For years, researchers have been looking for new options for patients with advanced pancreatic cancer whose disease has progressed after receiving so-called first-line treatments, those primary therapies provided immediately after diagnosis.
Last year, in late October, patients and their doctors received some good news.
That’s when the FDA approved a new drug called Onivyde as a second-line treatment option for patients who have been treated previously with a gemcitabine-based (Gemzar) chemotherapy, a standard of care for advanced disease. Onivyde (technically called irinotecan liposome injection), was approved for use in combination with two other drugs: fluorouracil (5-FU) and leucovorin.
Onivyde received what the FDA calls “priority review status,” which means that experts try to make a decision on the drug’s effectiveness in about six months.
A New Standard of Care for Second-Line Treatment
But prior to this approval, patients—and their doctors—didn’t have a standard of care treatment when the disease progressed, explains nurse practitioner Gayle Jameson, associate investigator at HonorHealth Research Institute in Scottsdale, Arizona.
“This is the first and only FDA-approved second-line treatment for patients, and it brings a lot of hope not only to those patients who are fighting this disease, but also to those who treat them,” says Jameson, who was the principal investigator for HonorHealth on the global NAPOLI-1 study on which FDA-approval was based. “This FDA approval provides a backup plan based on tremendous science. We are thrilled,” adds Jameson.
Onivyde Improves Survival
The NAPOLI-1 study included 417 patients, all with advanced pancreatic cancer that had progressed after receiving gemcitabine either alone, or in combination with another drug.
The trial was designed to help determine whether those individuals receiving Onivyde with fluorouracil/leucovorin or Onivyde alone would live longer than those individuals who just received fluorouracil/leucovorin as a second-line treatment, according to the FDA.
Results of the trial showed that patients who were treated with Onivyde in combination with fluorouracil/leucovorin in the second-line setting, lived an average of 6.1 months, compared to 4.2 months for those treated with only fluorouracil/leucovorin. Patients who received the drug combination also showed improvement in the time it took for the disease to progress, 3.1 months, compared to 1.5 months for those who only received the fluorouracil/leucovorin combination.
There was no improvement in terms of survival for those individuals who received Onivyde alone, compared to those individuals who received the fluorouracil-leucovorin combination, according to the FDA.
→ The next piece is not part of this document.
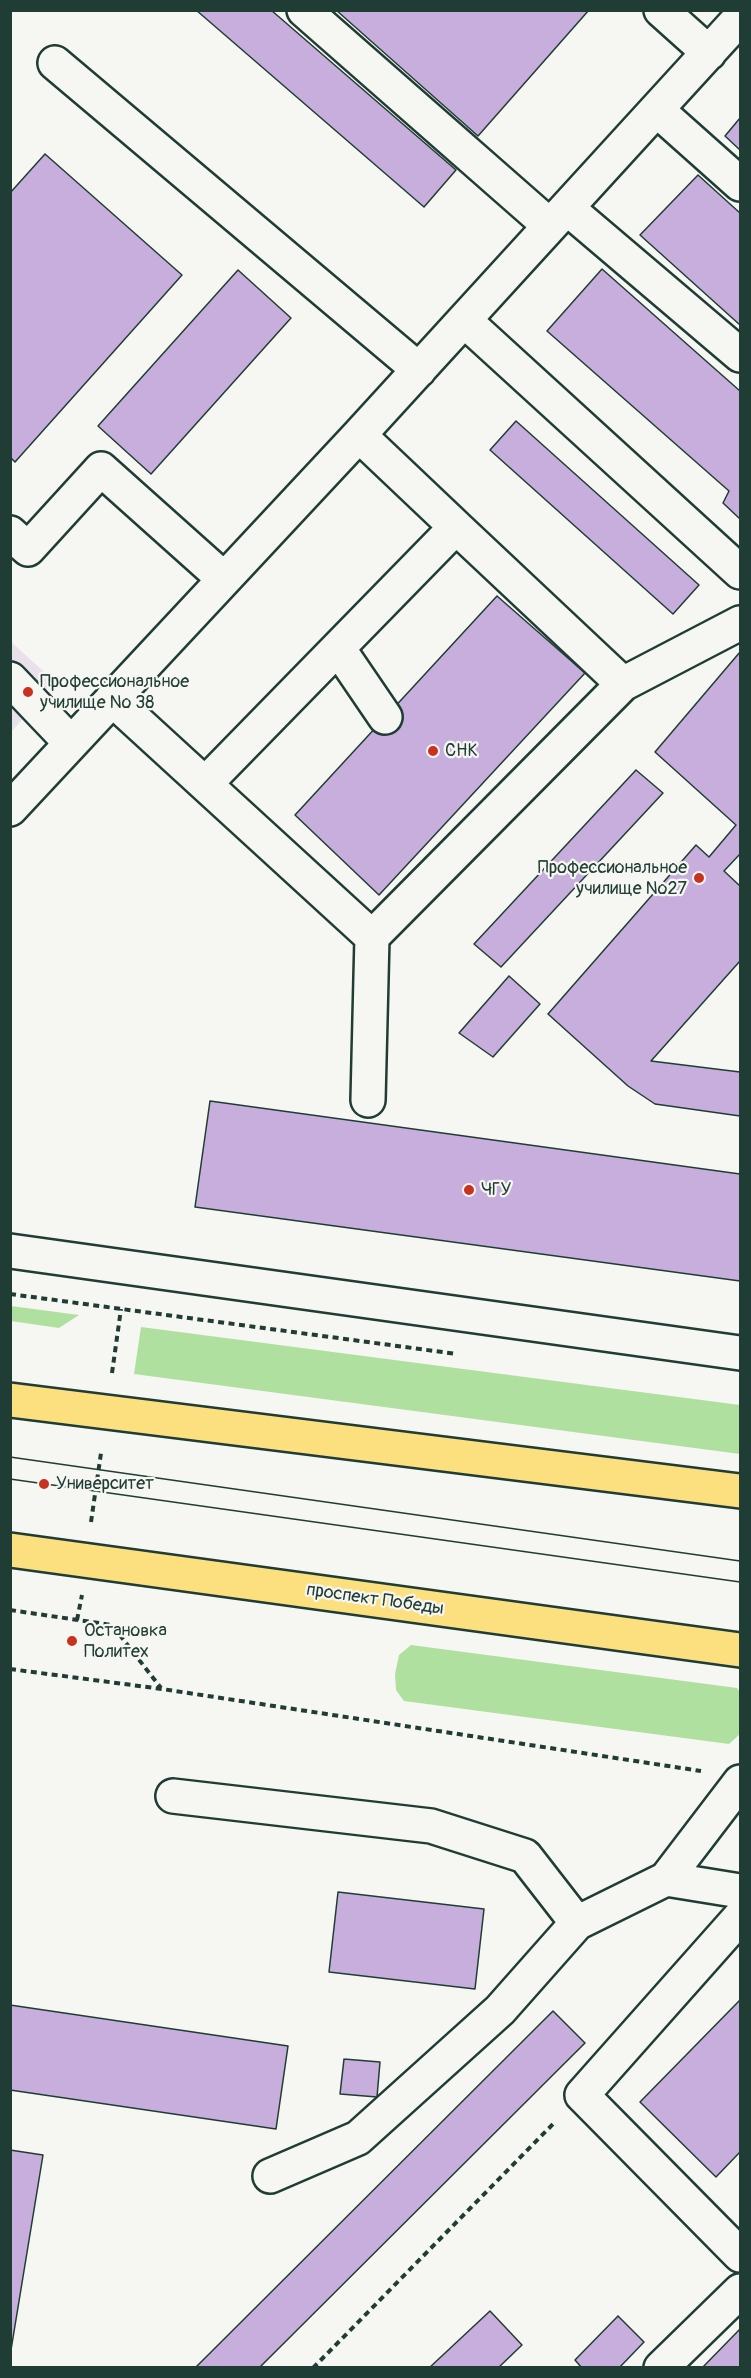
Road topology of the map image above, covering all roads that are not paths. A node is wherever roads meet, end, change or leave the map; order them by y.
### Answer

“Moving The Needle In The Right Direction”
To those individuals who have not fought the battle against pancreatic cancer, a few months of increased survival may not seem that big of a breakthrough. But they’re wrong, says Jameson.
“We know that advanced pancreatic cancer will progress at some point, but two months of survival can be an absolute game changer for people,” says Jameson, who has worked in the oncology field for more than 35 years.
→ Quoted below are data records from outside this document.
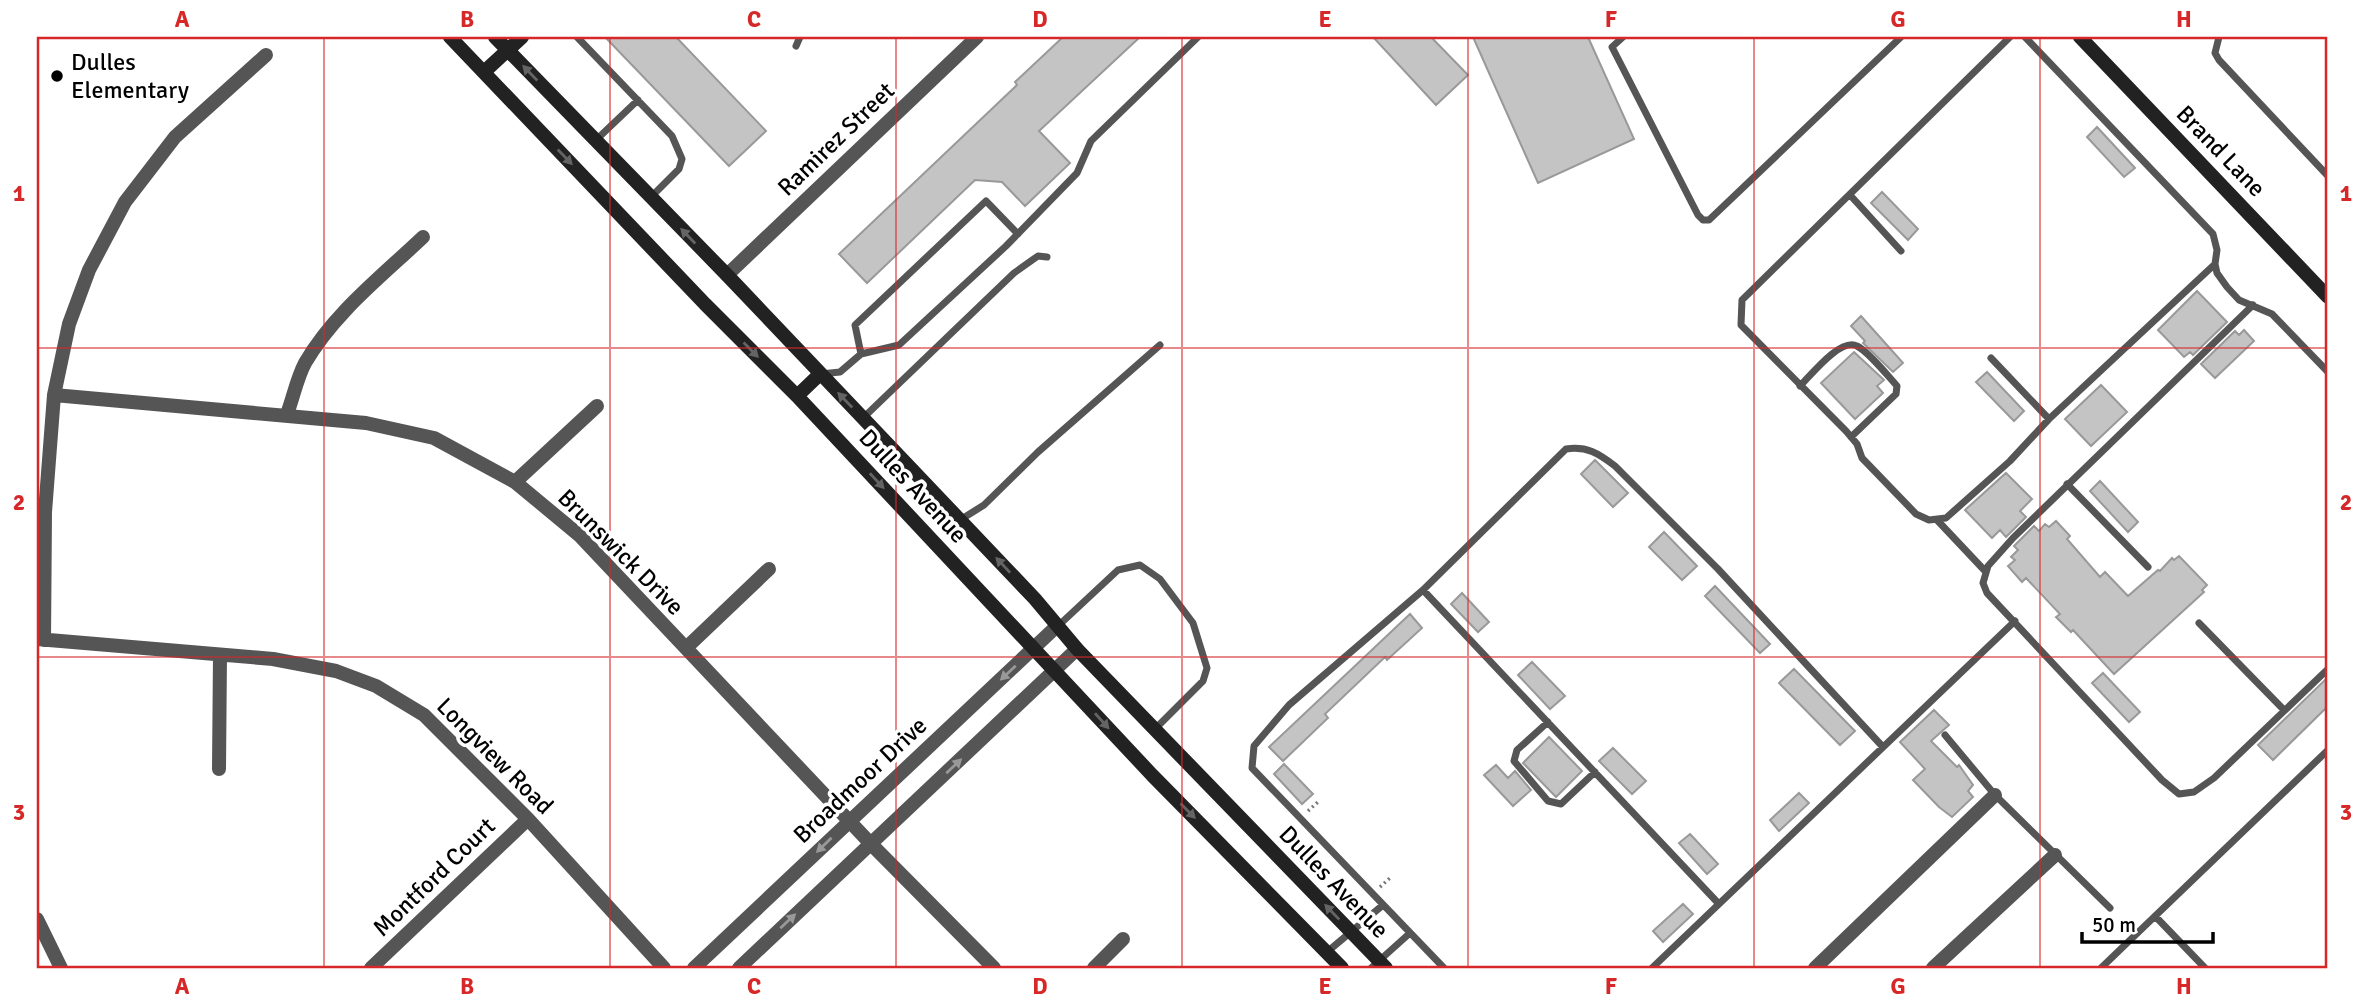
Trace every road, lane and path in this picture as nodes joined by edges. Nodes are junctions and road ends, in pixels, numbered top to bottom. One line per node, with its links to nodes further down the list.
1 (450, 37): 19 (main road, Dulles Avenue)
2 (495, 37): 17 (main road, Dulles Avenue)
3 (522, 37): 17 (main road)
4 (577, 37): 20 (lane)
5 (800, 37): 15 (lane)
6 (977, 37): 30 (street, Ramirez Street)
7 (1198, 37): 25 (lane)
8 (1608, 37): 16 (lane)
9 (1623, 37): 16 (lane)
10 (1901, 37): 16 (lane)
11 (2010, 37): 23 (lane)
12 (2025, 37): 29 (lane)
13 (2080, 37): 31 (main road, Brand Lane)
14 (2219, 37): 22 (lane)
15 (796, 46)
16 (1612, 47)
17 (507, 50): 19 (main road); 21 (main road, Dulles Avenue, one-way to 17)
18 (266, 55): 39 (street)
19 (484, 72): 40 (main road, Dulles Avenue, one-way to 40)
20 (638, 100): 21 (lane); 24 (lane)
21 (596, 141): 24 (main road, Dulles Avenue)
22 (2328, 176)
23 (1850, 195): 27 (lane); 38 (lane)
24 (651, 197): 30 (main road, Dulles Avenue, one-way to 24)
25 (1018, 234): 34 (lane); 34 (lane)
26 (423, 237): 42 (street)
27 (1901, 251)
28 (1047, 257): 43 (lane)
29 (2215, 264): 32 (lane); 44 (lane)
30 (727, 275): 37 (main road, Dulles Avenue)
31 (2328, 297)
32 (2253, 305): 36 (lane); 47 (lane)
33 (1160, 345): 48 (lane)
34 (861, 354): 37 (lane)
35 (1991, 358): 44 (lane)
36 (2328, 372)
37 (820, 374): 40 (main road); 43 (main road, Dulles Avenue, one-way to 37)
38 (1800, 386): 45 (lane); 45 (lane)
39 (54, 395): 42 (street, Brunswick Drive); 57 (street)
40 (797, 396): 59 (main road, Dulles Avenue, one-way to 59)
41 (597, 406): 46 (street)
42 (287, 414): 46 (street, Brunswick Drive)
43 (863, 418): 48 (main road, Dulles Avenue)
44 (2049, 419): 49 (lane)
45 (1851, 437): 49 (lane)
46 (515, 482): 58 (street, Brunswick Drive)
47 (2067, 484): 50 (lane); 52 (lane)
48 (960, 520): 56 (main road, Dulles Avenue, one-way to 48)
49 (1937, 520): 52 (lane)
50 (2148, 567)
51 (769, 569): 58 (street)
52 (1986, 572): 54 (lane)
53 (1423, 590): 65 (lane); 68 (lane); 78 (lane)
54 (2015, 621): 64 (lane); 68 (lane)
55 (2200, 623): 64 (lane)
56 (1057, 626): 59 (street, Broadmoor Drive); 60 (main road, Dulles Avenue); 66 (lane)
57 (40, 640): 61 (street, Longview Road)
58 (685, 648): 74 (street, Brunswick Drive)
59 (1034, 648): 63 (main road, Dulles Avenue); 74 (street, Broadmoor Drive, one-way to 74)
60 (1077, 649): 63 (street); 66 (main road, Dulles Avenue)
61 (220, 655): 70 (street); 73 (street, Longview Road)
62 (2328, 669): 64 (lane)
63 (1056, 670): 75 (street, one-way to 63); 85 (main road, Dulles Avenue, one-way to 85)
64 (2284, 710)
65 (1548, 722): 71 (lane); 71 (lane)
66 (1155, 729): 82 (main road, Dulles Avenue, one-way to 66)
67 (1945, 735): 72 (lane)
68 (1883, 747): 77 (lane)
69 (2328, 750): 80 (lane)
70 (219, 769)
71 (1595, 772): 77 (lane)
72 (1995, 795): 76 (lane); 97 (street)
73 (528, 819): 88 (street, Montford Court); 89 (street, Longview Road)
74 (849, 821): 75 (street, Brunswick Drive); 90 (street, Broadmoor Drive, one-way to 90)
75 (870, 844): 91 (street, one-way to 75); 92 (street, Brunswick Drive)
76 (2055, 855): 79 (lane); 98 (street)
77 (1719, 904): 96 (lane)
78 (1383, 905): 82 (lane); 83 (lane)
79 (2110, 908)
80 (2155, 916): 99 (lane); 100 (lane)
81 (37, 919): 87 (street)
82 (1351, 932): 85 (lane); 86 (main road, Dulles Avenue)
83 (1410, 933): 86 (lane); 95 (lane)
84 (1123, 939): 93 (street)
85 (1327, 952): 94 (main road, Dulles Avenue)
86 (1379, 966)
87 (61, 968)
88 (371, 968)
89 (664, 968)
90 (694, 968)
91 (739, 968)
92 (994, 968)
93 (1094, 968)
94 (1342, 968)
95 (1444, 968)
96 (1652, 968)
97 (1815, 968)
98 (1933, 968)
99 (2101, 968)
100 (2206, 968)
“Patients want hope, and so do we as providers of care. This
approval means we are making progress in fighting this disease, and that’s what matters.”
Indeed, pancreatic cancer has been notoriously tough to treat. And although today it is the fourth-leading cause of cancer death in America, researchers expect it to be the second-leading cause of cancer death in the United States by 2030.
“This is a lethal, scary disease, and our greatest frustration has been our inability to give people hope,” says Jameson. “With trials like NAPOLI-1 and so many others that we are working on, I can honestly say that this is an exciting time in terms of research and potential treatments. We are moving the needle in the right direction.”
In March 2016, the Onivyde-fluorouracil-leucovorin combination approach to second-line treatment was added to the 2016 National Comprehensive Cancer Network Clinical Practice Guidelines in Oncology as a Category 1 classification, which is based upon the highest level of evidence.